**Task goal**
Locate the lines of the listing below that hold "Carnisser", then copy each of them.

**Records supplied**
□ □ □ □ □

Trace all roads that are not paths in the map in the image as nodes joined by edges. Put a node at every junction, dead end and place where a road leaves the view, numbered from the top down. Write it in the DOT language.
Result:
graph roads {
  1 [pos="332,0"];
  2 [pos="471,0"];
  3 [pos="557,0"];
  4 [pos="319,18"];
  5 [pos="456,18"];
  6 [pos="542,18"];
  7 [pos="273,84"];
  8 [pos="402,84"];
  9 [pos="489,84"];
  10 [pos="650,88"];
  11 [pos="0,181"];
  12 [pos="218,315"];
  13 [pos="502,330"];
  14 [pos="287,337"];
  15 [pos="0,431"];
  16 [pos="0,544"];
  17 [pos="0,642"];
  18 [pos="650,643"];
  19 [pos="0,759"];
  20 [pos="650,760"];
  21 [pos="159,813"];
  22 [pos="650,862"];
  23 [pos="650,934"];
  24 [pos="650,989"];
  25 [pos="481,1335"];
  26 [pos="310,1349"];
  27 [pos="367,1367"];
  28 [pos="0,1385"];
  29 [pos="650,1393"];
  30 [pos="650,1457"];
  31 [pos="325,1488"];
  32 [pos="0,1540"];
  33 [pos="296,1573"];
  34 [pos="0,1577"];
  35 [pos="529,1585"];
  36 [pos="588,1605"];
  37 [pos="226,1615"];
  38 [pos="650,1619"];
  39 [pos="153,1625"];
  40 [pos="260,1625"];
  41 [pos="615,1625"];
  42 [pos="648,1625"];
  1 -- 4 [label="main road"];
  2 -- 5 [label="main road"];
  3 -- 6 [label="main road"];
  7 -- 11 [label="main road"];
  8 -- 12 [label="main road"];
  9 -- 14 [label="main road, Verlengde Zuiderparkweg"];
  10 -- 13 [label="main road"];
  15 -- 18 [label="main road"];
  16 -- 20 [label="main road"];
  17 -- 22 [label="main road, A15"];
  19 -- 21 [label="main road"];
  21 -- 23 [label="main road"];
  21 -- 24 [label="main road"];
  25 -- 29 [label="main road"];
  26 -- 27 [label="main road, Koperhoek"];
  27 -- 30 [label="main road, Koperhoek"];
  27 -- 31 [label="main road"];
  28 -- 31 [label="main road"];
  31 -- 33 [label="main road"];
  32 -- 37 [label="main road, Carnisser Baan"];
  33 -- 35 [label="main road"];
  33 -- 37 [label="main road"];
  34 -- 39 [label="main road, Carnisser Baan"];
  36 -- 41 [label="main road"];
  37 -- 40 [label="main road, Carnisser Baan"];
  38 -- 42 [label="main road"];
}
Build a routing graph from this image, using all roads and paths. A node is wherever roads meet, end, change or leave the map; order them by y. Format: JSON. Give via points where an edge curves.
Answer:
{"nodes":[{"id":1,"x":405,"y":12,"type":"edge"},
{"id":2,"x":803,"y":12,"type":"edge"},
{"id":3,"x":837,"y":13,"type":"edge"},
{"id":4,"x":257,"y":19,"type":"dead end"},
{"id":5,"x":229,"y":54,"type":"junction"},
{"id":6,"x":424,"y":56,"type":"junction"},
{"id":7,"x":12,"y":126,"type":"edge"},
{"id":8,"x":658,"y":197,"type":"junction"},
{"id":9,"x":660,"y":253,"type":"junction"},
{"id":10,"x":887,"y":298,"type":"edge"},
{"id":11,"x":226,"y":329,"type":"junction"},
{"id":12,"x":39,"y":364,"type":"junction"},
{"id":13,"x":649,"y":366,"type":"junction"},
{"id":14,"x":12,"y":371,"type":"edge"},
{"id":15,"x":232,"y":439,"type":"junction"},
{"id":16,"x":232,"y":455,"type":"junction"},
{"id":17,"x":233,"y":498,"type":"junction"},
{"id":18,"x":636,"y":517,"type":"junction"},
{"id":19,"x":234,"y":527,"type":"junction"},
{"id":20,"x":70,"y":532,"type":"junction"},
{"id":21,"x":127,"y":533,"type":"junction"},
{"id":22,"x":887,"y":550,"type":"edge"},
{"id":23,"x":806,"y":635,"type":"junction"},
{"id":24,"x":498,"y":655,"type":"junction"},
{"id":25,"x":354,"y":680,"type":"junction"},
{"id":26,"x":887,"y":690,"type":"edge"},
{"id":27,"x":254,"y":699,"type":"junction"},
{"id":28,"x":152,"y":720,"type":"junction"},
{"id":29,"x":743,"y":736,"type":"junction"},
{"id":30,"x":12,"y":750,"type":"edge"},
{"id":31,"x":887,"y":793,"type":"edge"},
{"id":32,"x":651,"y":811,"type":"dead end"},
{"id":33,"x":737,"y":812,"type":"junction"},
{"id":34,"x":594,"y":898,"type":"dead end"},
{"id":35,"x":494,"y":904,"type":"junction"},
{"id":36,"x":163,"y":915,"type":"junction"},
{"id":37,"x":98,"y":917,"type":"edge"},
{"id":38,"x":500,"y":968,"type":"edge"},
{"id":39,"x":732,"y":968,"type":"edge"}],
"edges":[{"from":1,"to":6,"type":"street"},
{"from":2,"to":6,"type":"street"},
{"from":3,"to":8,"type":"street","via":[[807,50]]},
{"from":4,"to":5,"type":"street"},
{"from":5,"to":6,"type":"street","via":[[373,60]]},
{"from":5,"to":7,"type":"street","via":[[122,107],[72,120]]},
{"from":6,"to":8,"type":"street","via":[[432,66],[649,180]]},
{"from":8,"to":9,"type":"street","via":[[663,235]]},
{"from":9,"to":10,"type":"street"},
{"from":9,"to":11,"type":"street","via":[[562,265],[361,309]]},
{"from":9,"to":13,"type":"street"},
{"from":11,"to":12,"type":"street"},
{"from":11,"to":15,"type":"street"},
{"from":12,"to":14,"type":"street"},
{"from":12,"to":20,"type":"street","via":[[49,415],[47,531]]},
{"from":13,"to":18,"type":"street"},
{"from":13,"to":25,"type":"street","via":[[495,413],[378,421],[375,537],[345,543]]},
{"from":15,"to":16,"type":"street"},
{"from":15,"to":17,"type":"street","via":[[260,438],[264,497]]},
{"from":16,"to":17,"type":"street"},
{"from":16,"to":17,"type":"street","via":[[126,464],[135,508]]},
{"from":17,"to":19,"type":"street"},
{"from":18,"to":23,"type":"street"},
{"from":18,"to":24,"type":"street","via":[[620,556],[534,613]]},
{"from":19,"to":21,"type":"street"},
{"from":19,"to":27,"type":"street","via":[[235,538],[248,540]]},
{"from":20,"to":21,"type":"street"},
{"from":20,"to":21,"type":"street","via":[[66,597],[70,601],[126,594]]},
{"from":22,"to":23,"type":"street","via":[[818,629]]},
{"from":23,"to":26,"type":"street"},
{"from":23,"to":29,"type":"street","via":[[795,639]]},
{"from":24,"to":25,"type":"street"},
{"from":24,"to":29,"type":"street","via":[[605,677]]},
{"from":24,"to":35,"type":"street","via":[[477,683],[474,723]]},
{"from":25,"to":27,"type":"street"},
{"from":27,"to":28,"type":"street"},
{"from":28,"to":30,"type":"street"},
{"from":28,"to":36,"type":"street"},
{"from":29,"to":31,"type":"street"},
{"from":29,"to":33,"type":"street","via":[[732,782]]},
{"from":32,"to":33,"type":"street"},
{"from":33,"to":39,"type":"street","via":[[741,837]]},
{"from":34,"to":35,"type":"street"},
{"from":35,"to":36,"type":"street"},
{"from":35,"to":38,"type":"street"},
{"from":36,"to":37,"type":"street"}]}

□ □ □ □ □

**Task response**
  32 -- 37 [label="main road, Carnisser Baan"];
  34 -- 39 [label="main road, Carnisser Baan"];
  37 -- 40 [label="main road, Carnisser Baan"];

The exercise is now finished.